Simulating wetting phenomenon on curved surfaces based on the weighted-orthogonal multiple-relaxation-time pseudopotential lattice Boltzmann model

Abstract

In this work, our recently developed weighted-orthogonal multiple-relaxation-time pseudopotential lattice Boltzmann (PLB) model [J. Tang et al., “Multiphase flow simulation with three-dimensional weighted-orthogonal multiple-relaxation-time pseudopotential lattice Boltzmann model,” Phys. Fluids 33, 123305 (2021)] is further extended to simulate the complex wetting phenomenon on curved surfaces at large density ratios (ρl/ρg∼1000), where a new geometrical formulation scheme is proposed to characterize the wettability of the curved boundary. Compared with the existing geometrical formulation schemes, the significant advantage of the new scheme is that the characteristic vector representing the phase interface is no longer needed, and, thus, the complex calculations induced by the characteristic vector are avoided, which significantly simplifies computations and facilitates the implementation of the geometrical formulation scheme on curved boundaries.

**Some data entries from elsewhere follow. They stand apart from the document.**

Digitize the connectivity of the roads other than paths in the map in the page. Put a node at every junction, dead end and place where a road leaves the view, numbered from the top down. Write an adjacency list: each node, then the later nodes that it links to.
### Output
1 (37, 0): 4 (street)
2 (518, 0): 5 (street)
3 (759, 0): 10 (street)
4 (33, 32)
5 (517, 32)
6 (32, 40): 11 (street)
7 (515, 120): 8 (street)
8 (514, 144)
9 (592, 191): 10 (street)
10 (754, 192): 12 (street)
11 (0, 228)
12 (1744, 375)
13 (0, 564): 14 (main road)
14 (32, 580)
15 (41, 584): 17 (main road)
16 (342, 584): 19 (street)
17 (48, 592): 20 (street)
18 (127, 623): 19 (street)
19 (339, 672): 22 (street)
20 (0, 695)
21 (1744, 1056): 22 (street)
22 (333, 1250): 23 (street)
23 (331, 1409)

Meanwhile, it is applicable to both two-dimensional and three-dimensional (3D) simulations and maintains the feature of setting the contact angle explicitly. Furthermore, the numerical results of four classical wetting phenomenon benchmark cases at large density ratios predicted by the present model agree well with the analytical solutions, numerical results, or experimental results in the literature. It exhibits the capability of the present model coupled with the proposed scheme to simulate the wetting phenomenon involving curved surfaces with good numerical accuracy. Note that, to the author's knowledge, this is the first time that the geometrical formulation scheme has been successfully adopted in the 3D PLB model to simulate the wetting phenomenon on curved surfaces. We believe that this work lays the foundation for further application of the PLB model to the complex wetting phenomenon.